To do:
For the listing below, give the number of lines that contain the word "roads" and no other text.

Dataset records:
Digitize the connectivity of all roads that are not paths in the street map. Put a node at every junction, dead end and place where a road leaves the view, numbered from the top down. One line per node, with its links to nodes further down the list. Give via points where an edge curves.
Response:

* * *

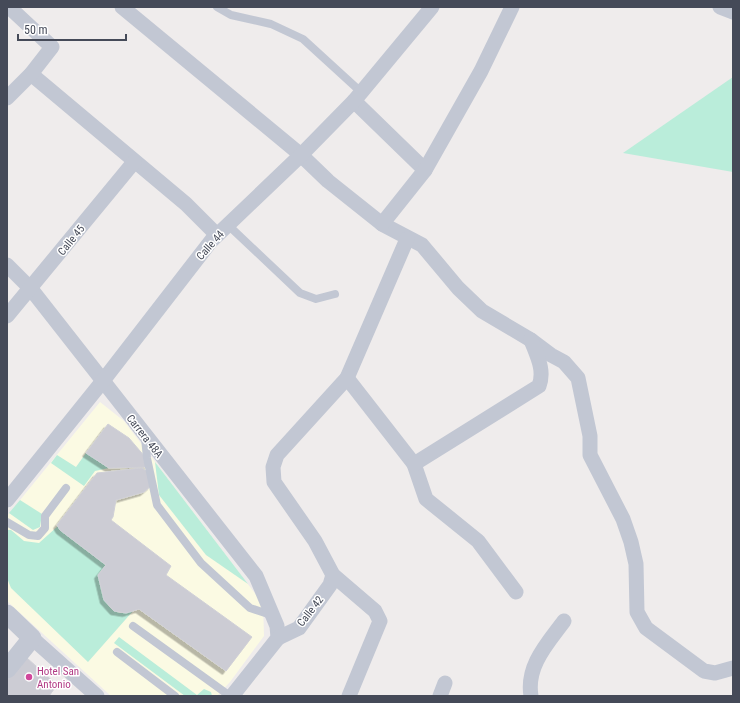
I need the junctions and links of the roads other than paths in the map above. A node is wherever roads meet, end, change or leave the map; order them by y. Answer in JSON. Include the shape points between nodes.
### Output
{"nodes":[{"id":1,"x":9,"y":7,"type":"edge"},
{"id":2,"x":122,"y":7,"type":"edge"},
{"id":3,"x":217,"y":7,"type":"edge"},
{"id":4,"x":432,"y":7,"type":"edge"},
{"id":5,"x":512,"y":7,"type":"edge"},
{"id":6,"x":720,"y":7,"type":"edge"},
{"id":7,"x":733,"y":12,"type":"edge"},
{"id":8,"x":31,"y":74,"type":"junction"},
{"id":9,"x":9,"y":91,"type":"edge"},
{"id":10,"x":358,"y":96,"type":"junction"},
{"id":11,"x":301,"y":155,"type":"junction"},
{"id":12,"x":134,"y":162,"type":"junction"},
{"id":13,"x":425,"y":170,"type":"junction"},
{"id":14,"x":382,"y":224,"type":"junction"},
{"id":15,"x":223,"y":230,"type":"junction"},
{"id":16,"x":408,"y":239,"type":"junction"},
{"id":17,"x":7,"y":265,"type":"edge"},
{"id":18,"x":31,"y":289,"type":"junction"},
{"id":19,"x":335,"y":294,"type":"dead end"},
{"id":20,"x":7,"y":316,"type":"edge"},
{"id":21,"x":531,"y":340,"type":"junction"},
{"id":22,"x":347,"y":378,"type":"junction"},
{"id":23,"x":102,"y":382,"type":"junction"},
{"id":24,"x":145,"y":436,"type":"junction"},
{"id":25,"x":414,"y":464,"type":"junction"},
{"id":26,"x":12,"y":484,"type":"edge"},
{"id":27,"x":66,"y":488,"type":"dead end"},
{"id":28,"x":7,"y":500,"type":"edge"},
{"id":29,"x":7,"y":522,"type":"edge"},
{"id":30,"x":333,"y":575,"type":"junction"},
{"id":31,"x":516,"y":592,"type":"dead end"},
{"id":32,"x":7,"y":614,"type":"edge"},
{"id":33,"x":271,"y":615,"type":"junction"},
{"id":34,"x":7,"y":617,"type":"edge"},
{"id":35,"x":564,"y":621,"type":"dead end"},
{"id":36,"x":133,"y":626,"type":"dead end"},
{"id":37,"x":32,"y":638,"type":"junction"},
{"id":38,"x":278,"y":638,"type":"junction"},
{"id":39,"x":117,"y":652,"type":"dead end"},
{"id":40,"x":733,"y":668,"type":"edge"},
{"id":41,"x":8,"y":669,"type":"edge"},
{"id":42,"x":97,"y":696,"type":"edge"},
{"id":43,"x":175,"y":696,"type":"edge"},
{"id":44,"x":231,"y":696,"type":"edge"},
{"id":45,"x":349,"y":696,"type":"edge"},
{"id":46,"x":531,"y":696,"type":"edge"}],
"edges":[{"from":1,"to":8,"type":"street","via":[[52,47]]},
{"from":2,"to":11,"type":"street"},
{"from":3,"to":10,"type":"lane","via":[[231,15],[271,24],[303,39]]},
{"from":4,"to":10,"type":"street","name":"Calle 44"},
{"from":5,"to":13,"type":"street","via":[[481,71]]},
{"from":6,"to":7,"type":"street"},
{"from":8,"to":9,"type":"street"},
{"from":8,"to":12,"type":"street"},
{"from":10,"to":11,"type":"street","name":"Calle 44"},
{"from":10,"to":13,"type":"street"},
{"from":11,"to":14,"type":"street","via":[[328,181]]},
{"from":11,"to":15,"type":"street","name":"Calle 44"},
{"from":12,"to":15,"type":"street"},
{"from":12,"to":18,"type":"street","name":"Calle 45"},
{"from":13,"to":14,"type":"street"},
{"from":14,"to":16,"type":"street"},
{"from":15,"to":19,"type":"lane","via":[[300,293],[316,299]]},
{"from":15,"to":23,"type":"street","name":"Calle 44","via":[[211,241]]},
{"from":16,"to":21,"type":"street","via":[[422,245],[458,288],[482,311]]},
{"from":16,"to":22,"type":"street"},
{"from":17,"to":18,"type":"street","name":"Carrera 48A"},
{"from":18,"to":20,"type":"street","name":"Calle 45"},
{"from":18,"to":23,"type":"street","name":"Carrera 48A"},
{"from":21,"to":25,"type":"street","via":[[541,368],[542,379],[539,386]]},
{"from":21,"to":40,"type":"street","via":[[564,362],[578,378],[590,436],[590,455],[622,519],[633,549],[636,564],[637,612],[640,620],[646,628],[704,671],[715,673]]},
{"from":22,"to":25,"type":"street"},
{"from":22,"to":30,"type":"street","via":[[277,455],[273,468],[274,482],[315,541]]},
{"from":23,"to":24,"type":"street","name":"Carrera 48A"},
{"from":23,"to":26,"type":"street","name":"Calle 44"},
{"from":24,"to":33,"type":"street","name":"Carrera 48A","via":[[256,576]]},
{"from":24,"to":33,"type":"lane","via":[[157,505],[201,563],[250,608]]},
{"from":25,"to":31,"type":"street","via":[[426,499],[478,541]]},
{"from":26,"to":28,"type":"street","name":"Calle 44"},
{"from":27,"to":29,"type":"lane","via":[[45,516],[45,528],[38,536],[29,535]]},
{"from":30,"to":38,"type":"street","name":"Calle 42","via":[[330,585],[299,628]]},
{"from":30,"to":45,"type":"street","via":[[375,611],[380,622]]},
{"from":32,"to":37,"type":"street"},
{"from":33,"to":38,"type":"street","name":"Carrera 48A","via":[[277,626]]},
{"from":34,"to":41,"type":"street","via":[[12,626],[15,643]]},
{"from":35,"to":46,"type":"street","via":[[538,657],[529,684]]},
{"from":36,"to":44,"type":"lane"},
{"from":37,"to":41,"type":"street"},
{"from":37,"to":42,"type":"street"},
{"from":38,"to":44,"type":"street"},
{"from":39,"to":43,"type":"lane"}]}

Answer for this exercise:
2